### TASK OBJECTIVE
Without including any images, output the listing below exactly.

___ GIVEN RECORDS

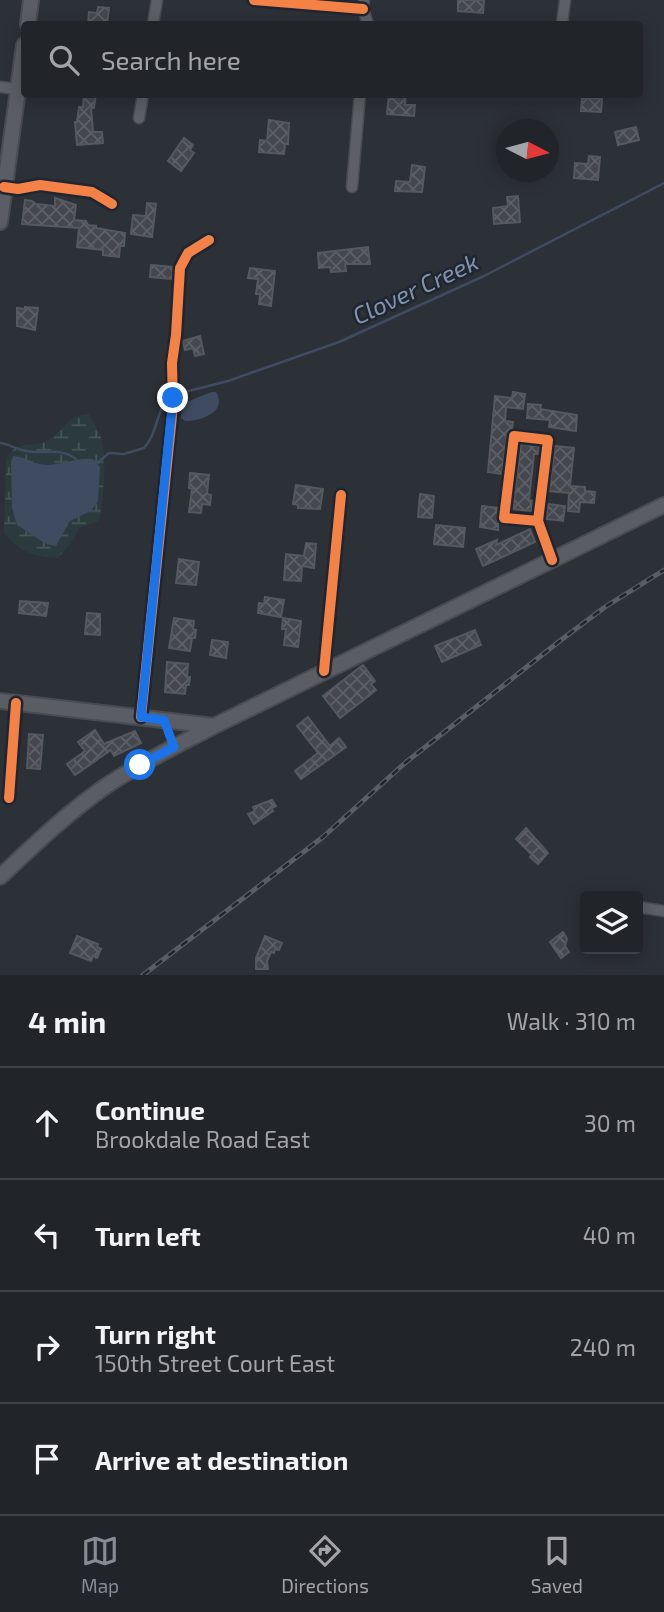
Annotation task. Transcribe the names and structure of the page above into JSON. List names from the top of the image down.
{
  "water": ["Clover Creek"],
  "north": "right",
  "page": {
    "search": "Search here",
    "heading": ["4 min", "Walk · 310 m"],
    "list": [
      ["Continue", "Brookdale Road East", "30 m"],
      ["Turn left", "40 m"],
      ["Turn right", "150th Street Court East", "240 m"],
      "Arrive at destination"
    ],
    "nav": ["Map", "Directions", "Saved"]
  }
}
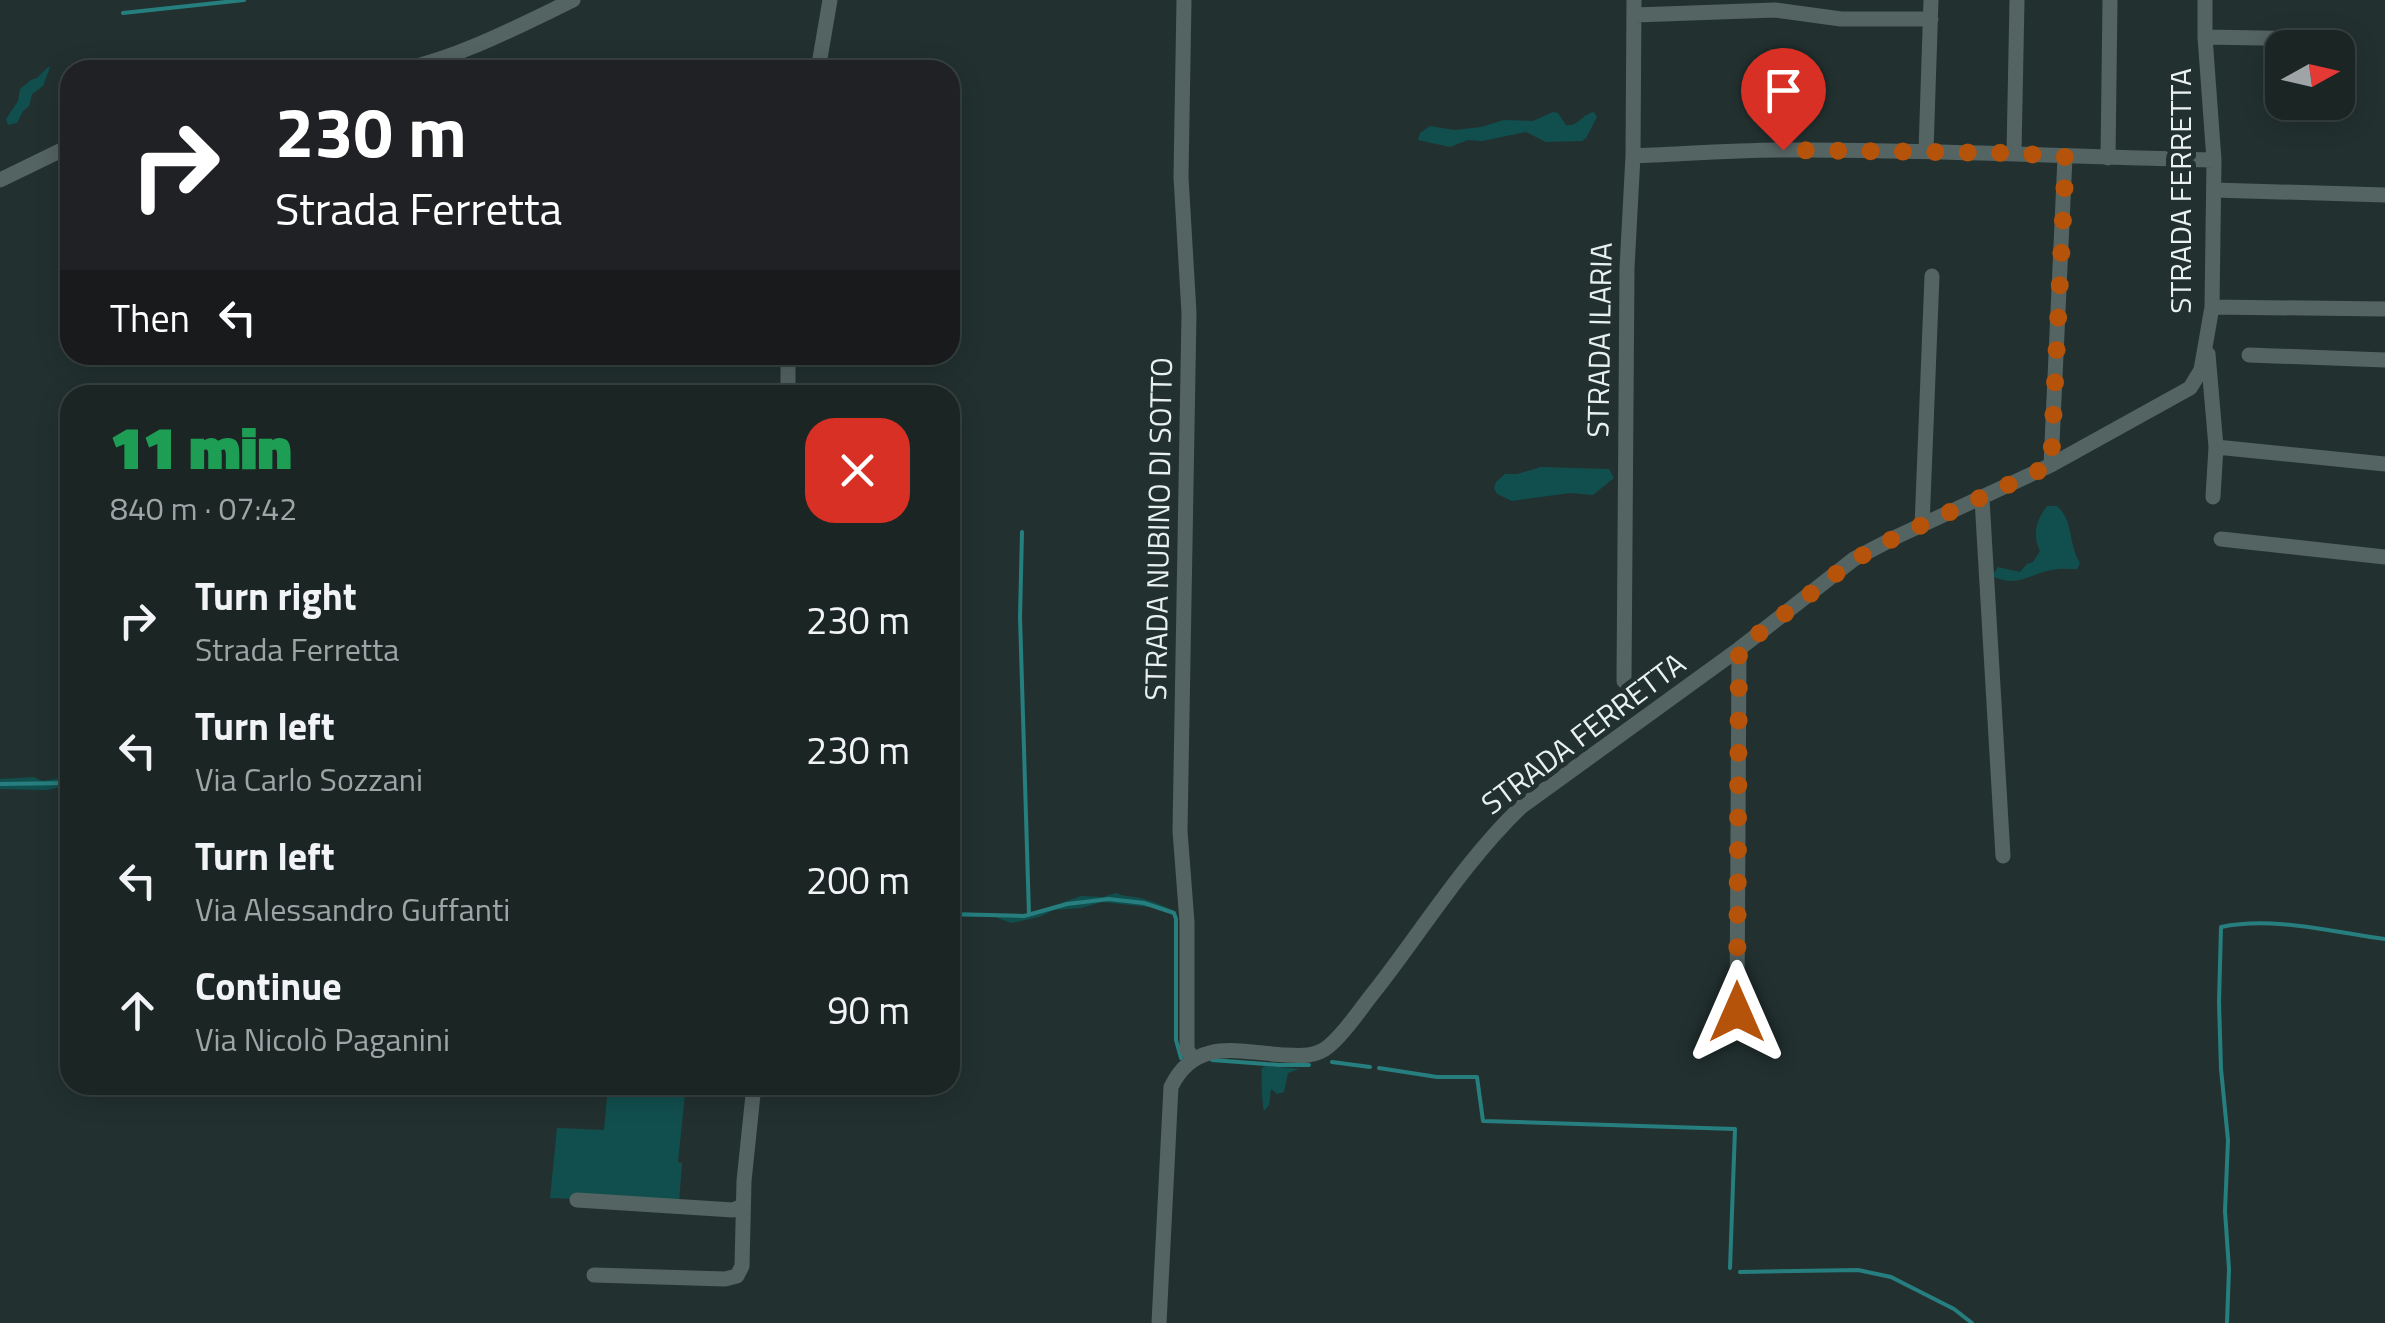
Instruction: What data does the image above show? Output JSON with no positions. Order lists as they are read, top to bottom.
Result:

______

### EXERCISE SOLUTION
Annotation task. Transcribe the names and structure of the page above into JSON. List names from the top of the image down.
{
  "water": ["Clover Creek"],
  "north": "right",
  "page": {
    "search": "Search here",
    "heading": ["4 min", "Walk · 310 m"],
    "list": [
      ["Continue", "Brookdale Road East", "30 m"],
      ["Turn left", "40 m"],
      ["Turn right", "150th Street Court East", "240 m"],
      "Arrive at destination"
    ],
    "nav": ["Map", "Directions", "Saved"]
  }
}
Instruction: What data does the image above show? Output JSON with no positions. Order lists as they are read, top to bottom.
Result:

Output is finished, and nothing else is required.